Management at American Realty Capital Properties Inc., a publicly traded REIT, said Wednesday that it had offered to buy Cole Credit Property Trust III for $9 billion, including debt. The potential deal would create the largest publicly traded net lease REIT, in a sector in which credit-quality tenants typically rent long-term leases. Such REITs have been popular among advisers since the credit crisis because of quality of the tenants and the stability of the cash flow from the leases.
American Realty Capital Properties offered to acquire 100% of the outstanding common stock of Cole Credit Property Trust III for at least $12 per share, or $5.7 billion in cash and stock, according to a statement from American Realty Capital Properties.
In an interview, American Realty Capital founder Nick Schorsch said the potential merger is the largest REIT transaction since 2007.
“This is good for Cole shareholders,” he said, noting that Cole's management would receive a payment of $111 million, but it would be based on performance rather than an upfront fee.
“We have this ability to close this deal very quickly,” Mr. Schorsch added. “About $1 billion goes to the nontraded REIT investors, and it is also highly accretive to (American Realty Capital Properties),” he said.
“We made overtures to (Cole) in the past, but they didn't engage,” Mr. Schorsch said. “How is this bad for Cole?”
Earlier this month, Cole Credit Property Trust III made an offer to buy its adviser and sponsor, Cole Holdings. Some in the industry, including Mr.
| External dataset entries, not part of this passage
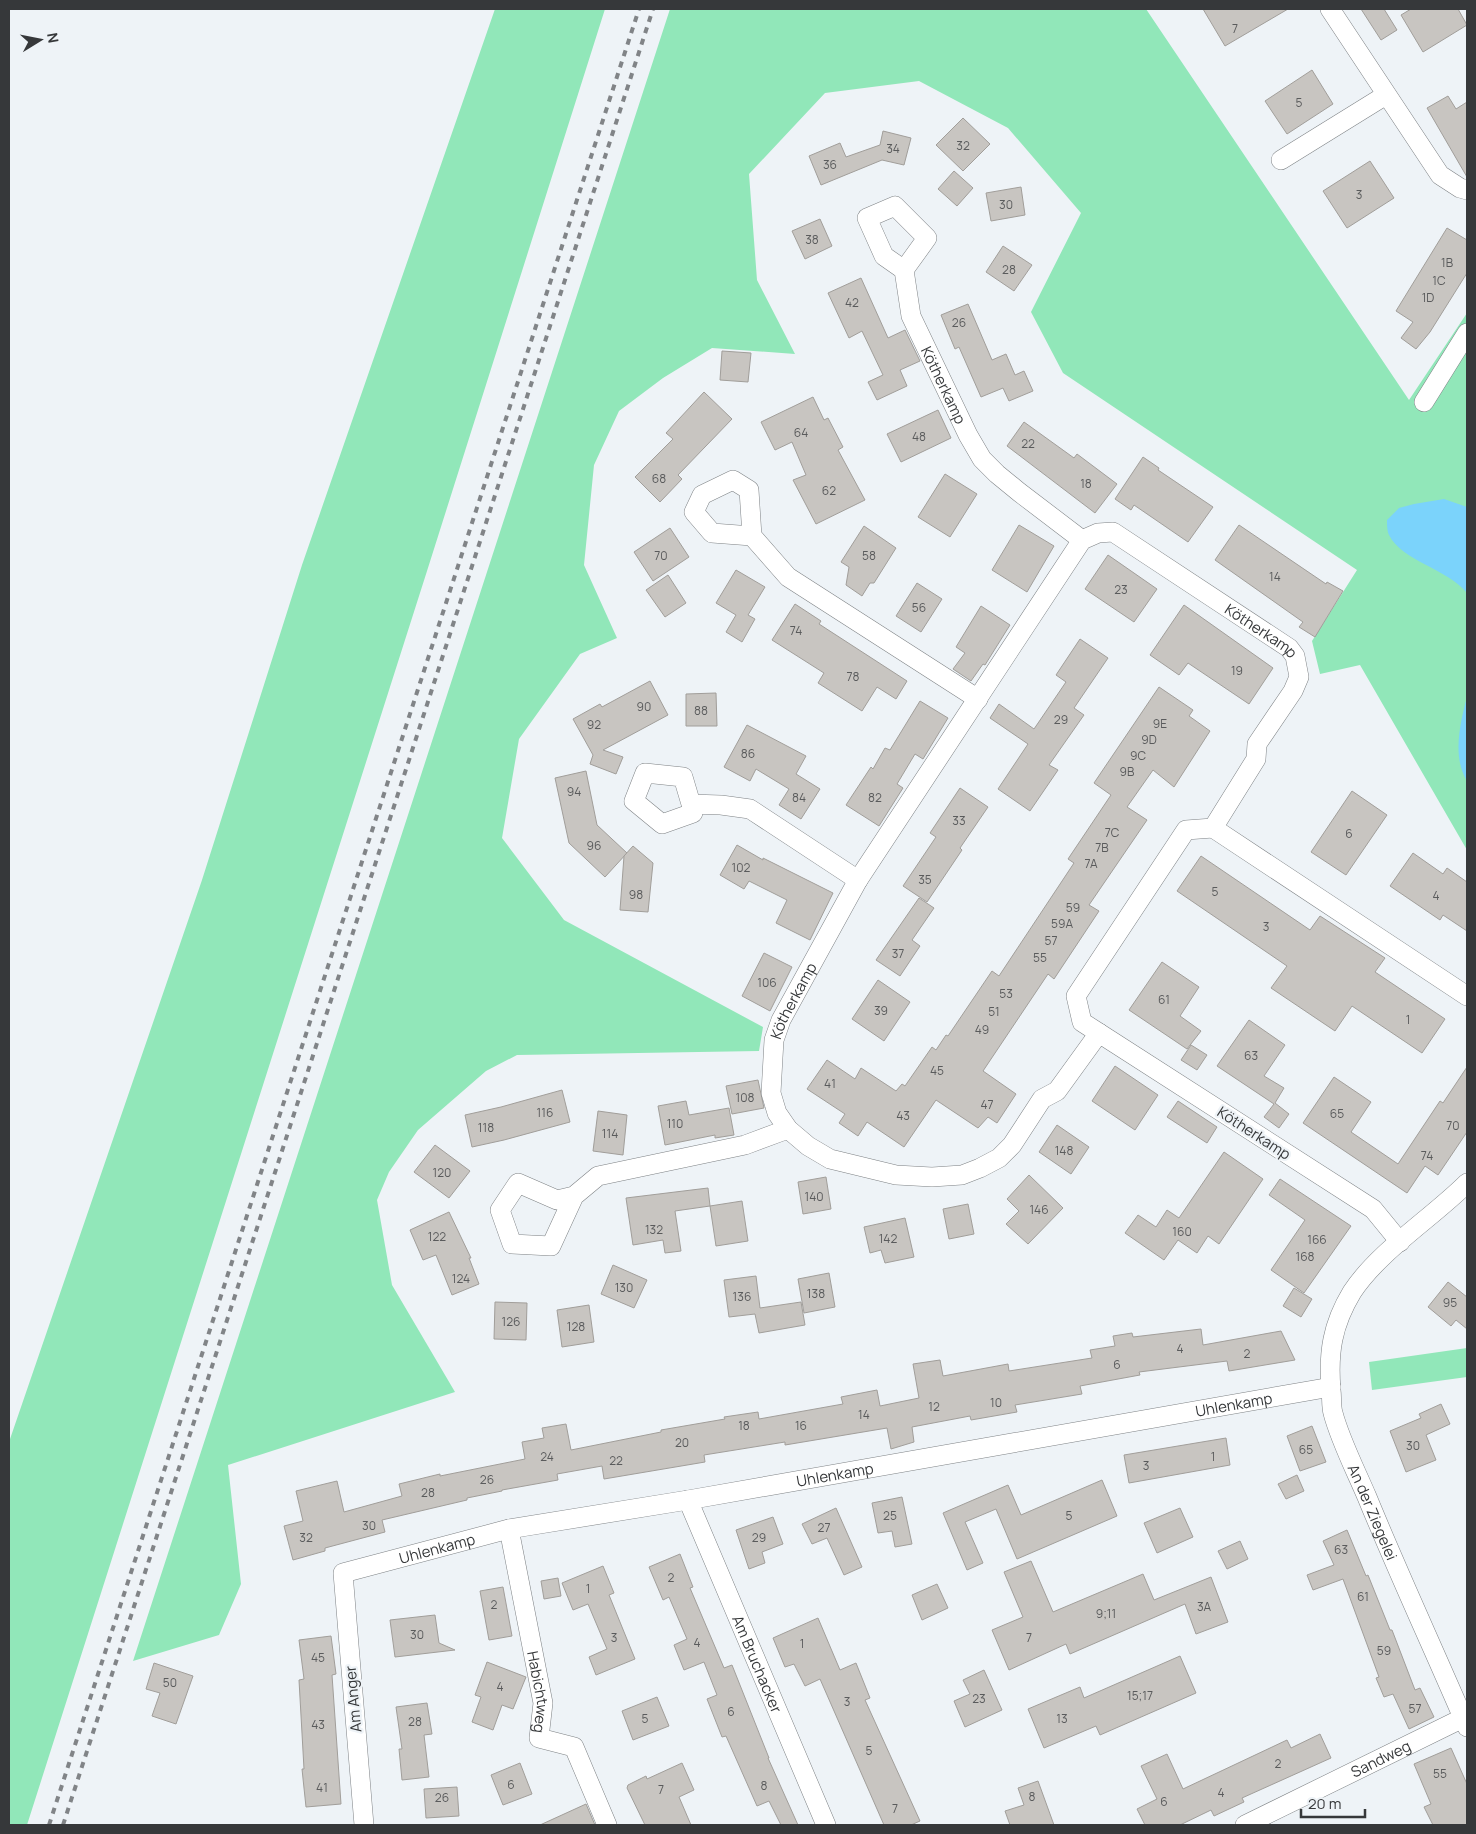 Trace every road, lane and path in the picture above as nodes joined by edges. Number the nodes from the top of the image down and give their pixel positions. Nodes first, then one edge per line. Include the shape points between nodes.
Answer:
1 (1330, 9) edge
2 (1386, 95) junction
3 (1281, 160) dead end
4 (1467, 190) edge
5 (904, 270) dead end
6 (1467, 333) edge
7 (1424, 402) dead end
8 (752, 536) dead end
9 (1082, 540) junction
10 (978, 699) junction
11 (691, 804) dead end
12 (1213, 828) junction
13 (858, 880) junction
14 (1467, 996) edge
15 (1099, 1033) junction
16 (788, 1129) junction
17 (1467, 1183) edge
18 (574, 1196) dead end
19 (1400, 1242) junction
20 (1331, 1387) junction
21 (688, 1500) junction
22 (509, 1529) junction
23 (343, 1573) joint
24 (1465, 1722) edge
25 (364, 1825) edge
26 (607, 1825) edge
27 (826, 1825) edge
28 (1246, 1825) edge

1 - 2 street
2 - 3 street
2 - 4 street via 1440,175
5 - 9 street, Kötherkamp via 911,316 982,459 1011,486
6 - 7 street
8 - 10 street via 788,578
9 - 10 street, Kötherkamp
9 - 12 street, Kötherkamp via 1098,533 1113,532 1289,648 1295,656 1299,677 1293,691 1257,744 1256,759
10 - 13 street, Kötherkamp
11 - 13 street via 750,810
12 - 14 street
12 - 15 street, Kötherkamp via 1186,830 1076,996 1082,1022
13 - 16 street, Kötherkamp via 780,1020 774,1040 771,1093 777,1113
15 - 16 street, Kötherkamp via 1057,1091 1042,1099 1012,1145 999,1158 962,1175 896,1175 830,1159
15 - 19 street, Kötherkamp via 1373,1209
16 - 18 street via 746,1145 598,1176
17 - 19 street, An der Ziegelei
19 - 20 street, An der Ziegelei via 1381,1258 1353,1291 1340,1315 1332,1338
20 - 21 street, Uhlenkamp
20 - 24 street, An der Ziegelei via 1333,1412 1343,1438
21 - 22 street, Uhlenkamp
21 - 27 street, Am Bruchacker
22 - 23 street, Uhlenkamp
22 - 26 street, Habichtweg via 543,1703 540,1738 574,1747
23 - 25 street, Am Anger
24 - 28 street, Sandweg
Schorsch, did a double take over that deal because of a $120 million payment to Chris Cole, the founder of Cole Holdings.
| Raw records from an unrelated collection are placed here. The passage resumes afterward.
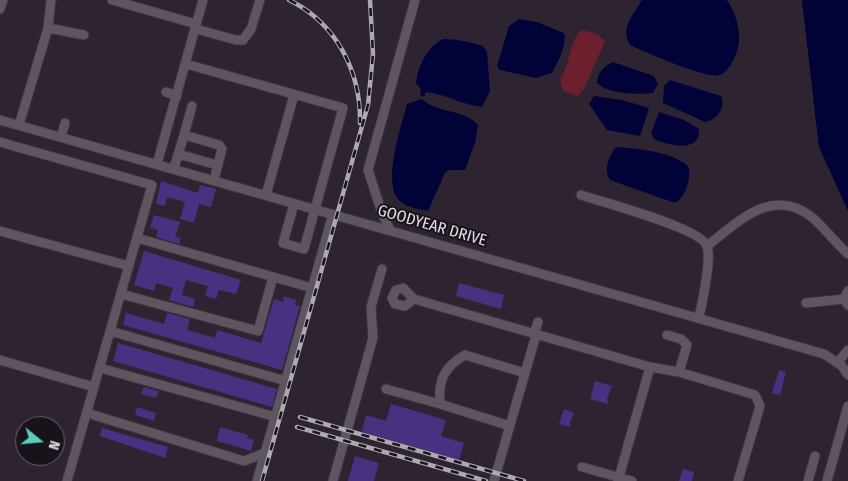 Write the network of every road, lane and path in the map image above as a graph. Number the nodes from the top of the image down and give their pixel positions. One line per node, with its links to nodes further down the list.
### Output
1 (3, 0): 7 (street)
2 (51, 0): 9 (street)
3 (112, 0): 8 (street)
4 (203, 0): 8 (street)
5 (260, 0): 8 (street)
6 (415, 0): 32 (street)
7 (0, 9)
8 (196, 26): 11 (street)
9 (48, 28): 10 (street); 18 (street)
10 (84, 35)
11 (186, 64): 13 (street); 14 (street)
12 (166, 92): 14 (street)
13 (294, 95): 27 (street); 30 (street)
14 (177, 96): 23 (street)
15 (192, 106): 19 (street)
16 (0, 120): 18 (street, GOODYEAR DRIVE)
17 (65, 123): 20 (street)
18 (19, 125): 20 (street, GOODYEAR DRIVE)
19 (184, 135): 22 (street); 24 (street)
20 (61, 137): 23 (street, GOODYEAR DRIVE)
21 (0, 142): 34 (street)
22 (178, 154): 24 (street); 25 (street)
23 (157, 164): 25 (street, GOODYEAR DRIVE)
24 (218, 165): 26 (street)
25 (174, 168): 26 (street, GOODYEAR DRIVE)
26 (214, 180): 27 (street, GOODYEAR DRIVE)
27 (266, 195): 29 (street, GOODYEAR DRIVE)
28 (581, 195): 35 (street)
29 (294, 204): 30 (street, GOODYEAR DRIVE); 30 (street)
30 (315, 209): 31 (street, GOODYEAR DRIVE)
31 (333, 214): 32 (street, GOODYEAR DRIVE); 40 (street)
32 (390, 230): 45 (street, GOODYEAR DRIVE)
33 (0, 231): 37 (street)
34 (137, 238): 37 (street); 39 (street)
35 (707, 246): 36 (street); 45 (street)
36 (848, 254)
37 (129, 266): 41 (street)
38 (382, 269): 73 (street)
39 (273, 277): 40 (street); 41 (street)
40 (312, 288): 58 (street)
41 (121, 294): 47 (street)
42 (847, 298): 44 (street)
43 (414, 299): 49 (street)
44 (806, 303)
45 (699, 318): 52 (street, GOODYEAR DRIVE)
46 (538, 322): 49 (street)
47 (110, 331): 54 (street); 58 (street)
48 (667, 334): 55 (street)
49 (536, 335): 53 (street); 56 (street)
50 (848, 350): 52 (street)
51 (0, 360): 59 (street)
52 (837, 362): 57 (street, GOODYEAR DRIVE)
53 (650, 367): 55 (street); 70 (street)
54 (100, 368): 59 (street); 64 (street)
55 (679, 372): 76 (street)
56 (525, 373): 61 (street); 65 (street)
57 (848, 375)
58 (286, 381): 64 (street)
59 (94, 388): 63 (street)
60 (386, 388): 61 (street)
61 (440, 404): 65 (street)
62 (848, 406): 66 (street)
63 (87, 413): 67 (street); 71 (street)
64 (276, 418): 67 (street)
65 (510, 426): 74 (street)
66 (844, 432): 78 (street)
67 (266, 453): 72 (street)
68 (815, 456): 77 (street)
69 (582, 467): 70 (street)
70 (618, 479): 75 (street)
71 (67, 481)
72 (257, 481)
73 (333, 481)
74 (494, 481)
75 (632, 481)
76 (738, 481)
77 (808, 481)
78 (826, 481)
Such hefty upfront fees to REIT sponsors have been widely criticized since the real estate crash undercut many REITs' values and dividends to investors.
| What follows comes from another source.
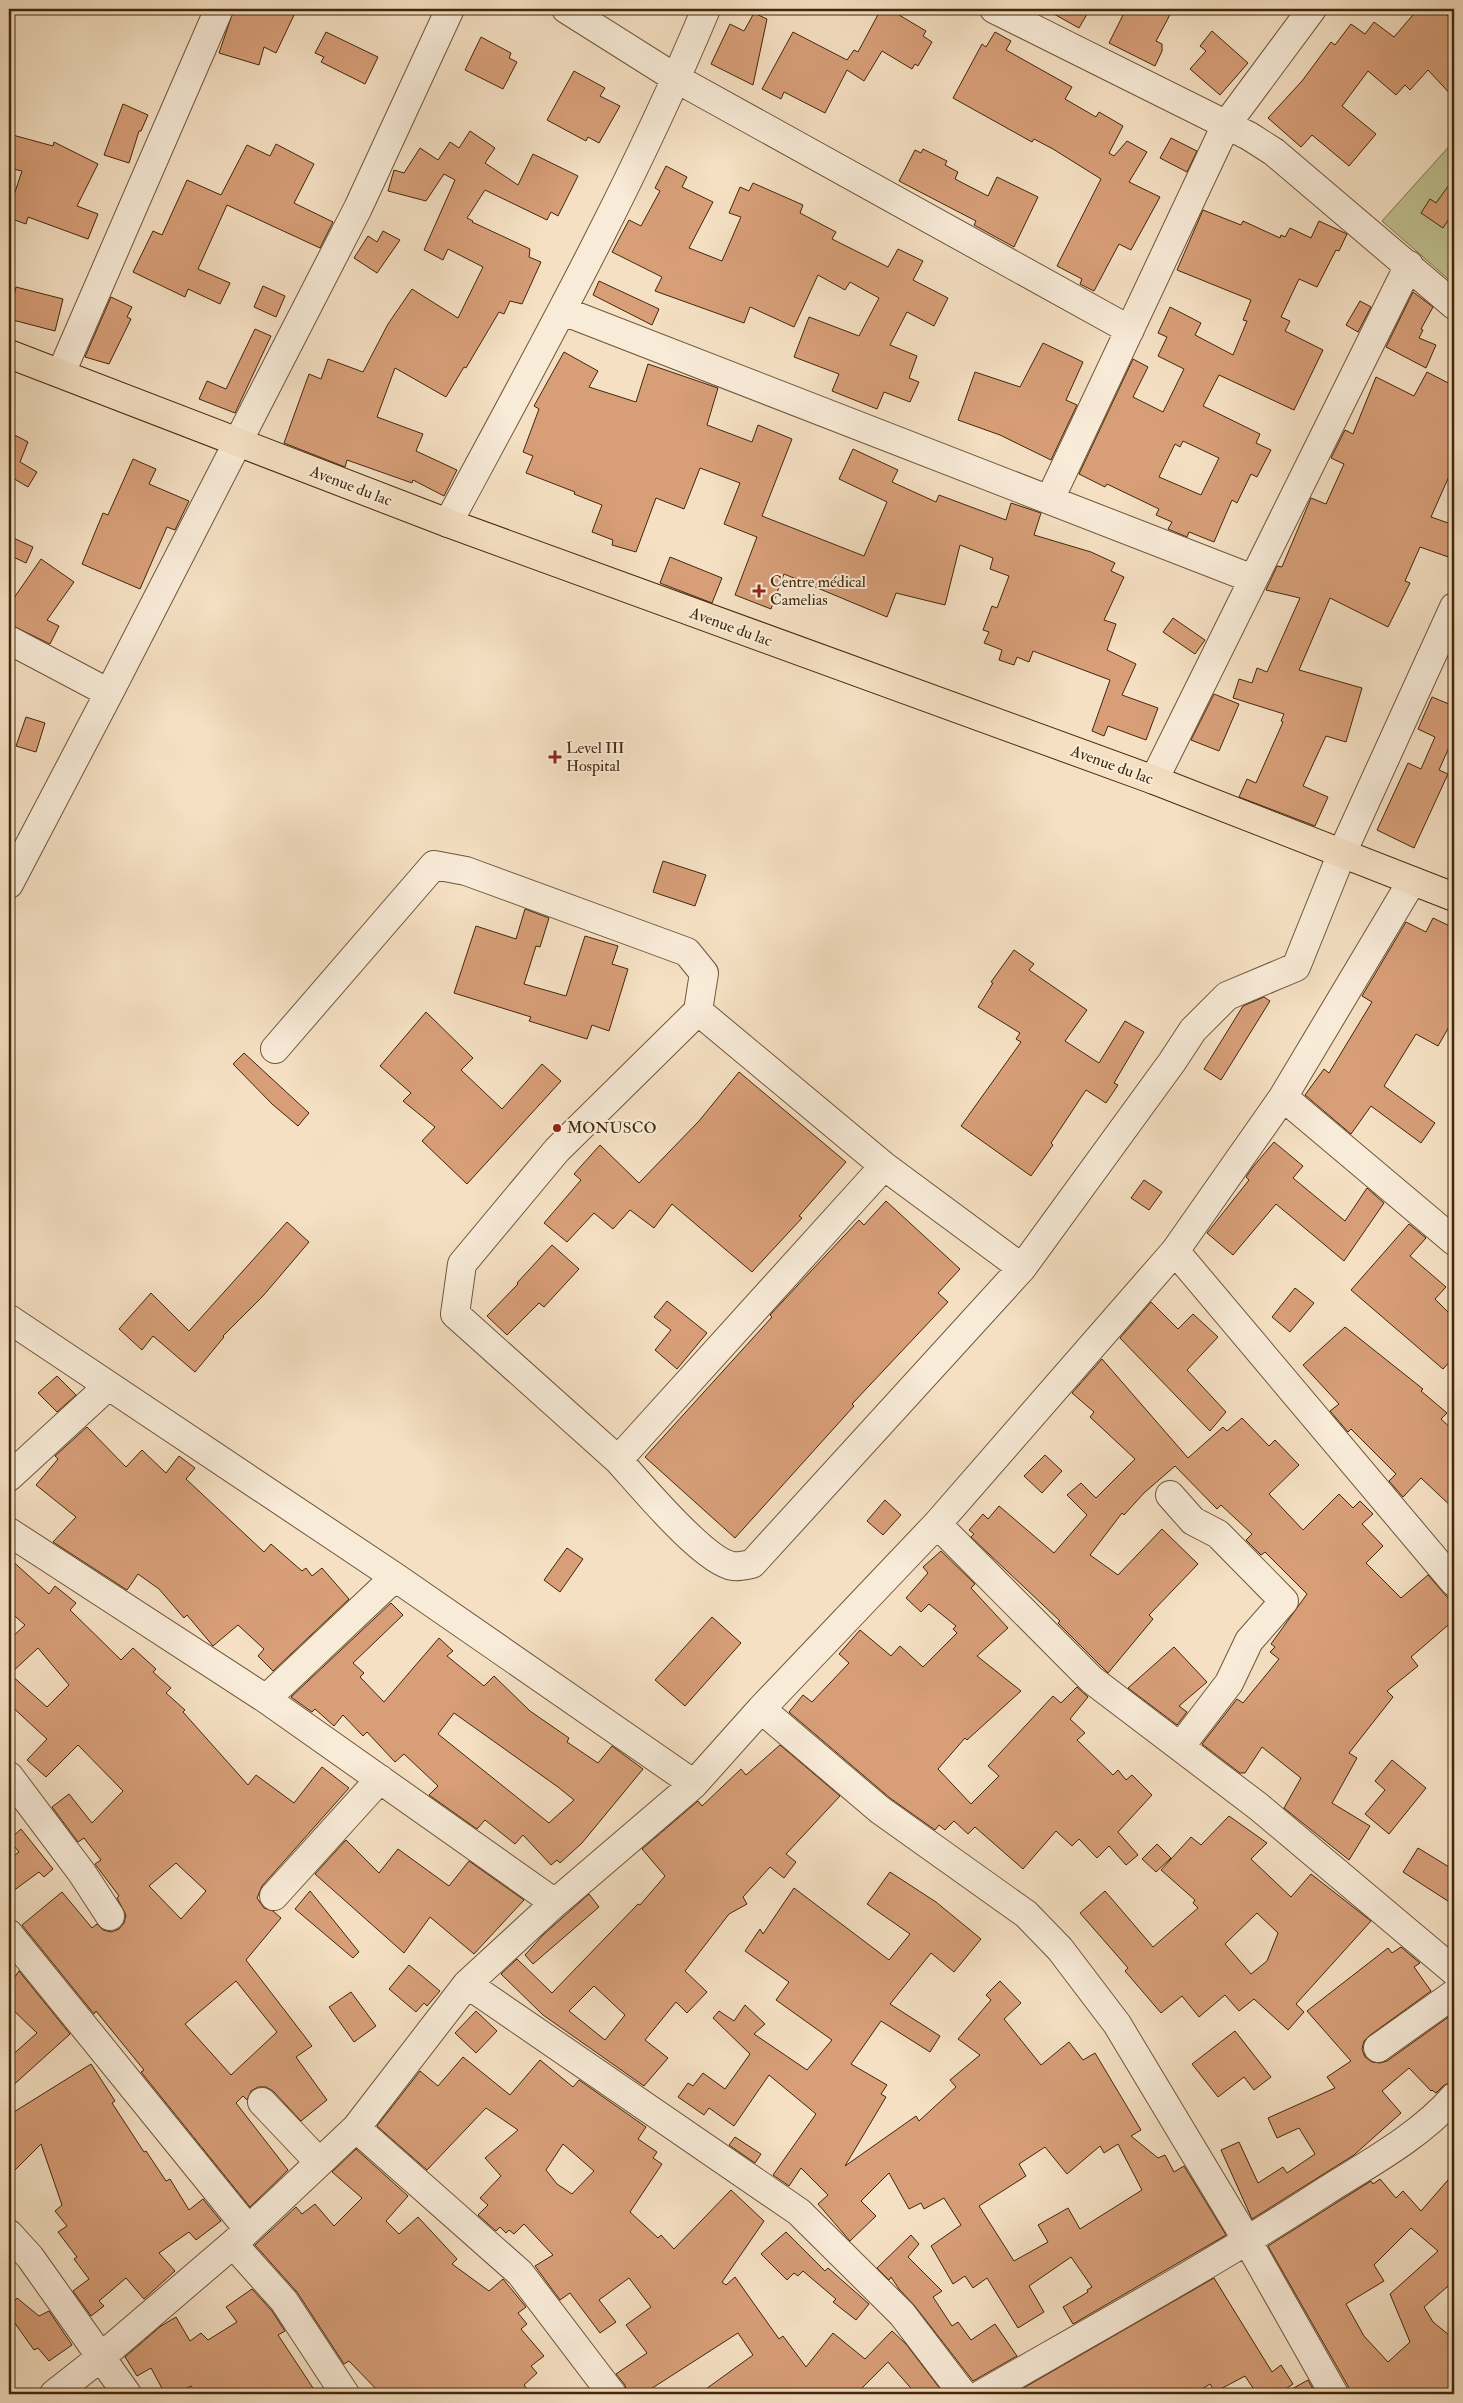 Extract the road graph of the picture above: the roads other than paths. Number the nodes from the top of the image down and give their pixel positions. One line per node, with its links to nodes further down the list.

Shares of the REIT Ticker:(ARCP), gained 73 cents, or more than 5.2%, on Wednesday.
Cole spokesman Tom Nolan said Cole executives are discussing the offer and might release a statement soon.
Meanwhile, one Cole Credit Property Trust III investor Wednesday sued the REIT and its management, citing the American Realty Capital Properties offer as one reason for alleged shortcomings in Cole's offer to merge the REIT with its adviser and sponsor.
At the center of those allegations by investor Richard Strub is Mr. Cole's pay package.
“In blatant disregard of their fiduciary obligation to [the REIT] and its shareholders, and in the face of an industry, market and investor community that has utterly shunned and rejected the concept of insiders' getting paid for doing these 'internalization' transactions, [Mr.] Cole is getting approximately $150 million of upfront consideration, plus currently unquantified back-end payments that could amount to hundreds of millions of dollars, after a list of [the REIT's] shares on a national stock exchange,” according to the prospective class action, which was filed in Baltimore City Circuit Court in Maryland.
Under the deal between Cole Credit Property Trust III and its sponsor and adviser, the REIT and its shareholders “are not getting fair or equivalent value in exchange for the exorbitant cost of the internalization,” according to the complaint. In 2011, Mr. Strub bought 17,500 shares of the REIT's stock.
Mr. Nolan did not immediately respond to questions about the lawsuit.
Cole III currently pays investors an annual dividend of 65 cents per share. After the transaction with its sponsor, that will rise to 70 cents per share. American Realty Capital Properties' offer sweetens the dividend to $74.4 cents per share — a 15% premium over its current value. The ARCP offer also represents a 20% premium on the Cole REIT's $10 per share valuation.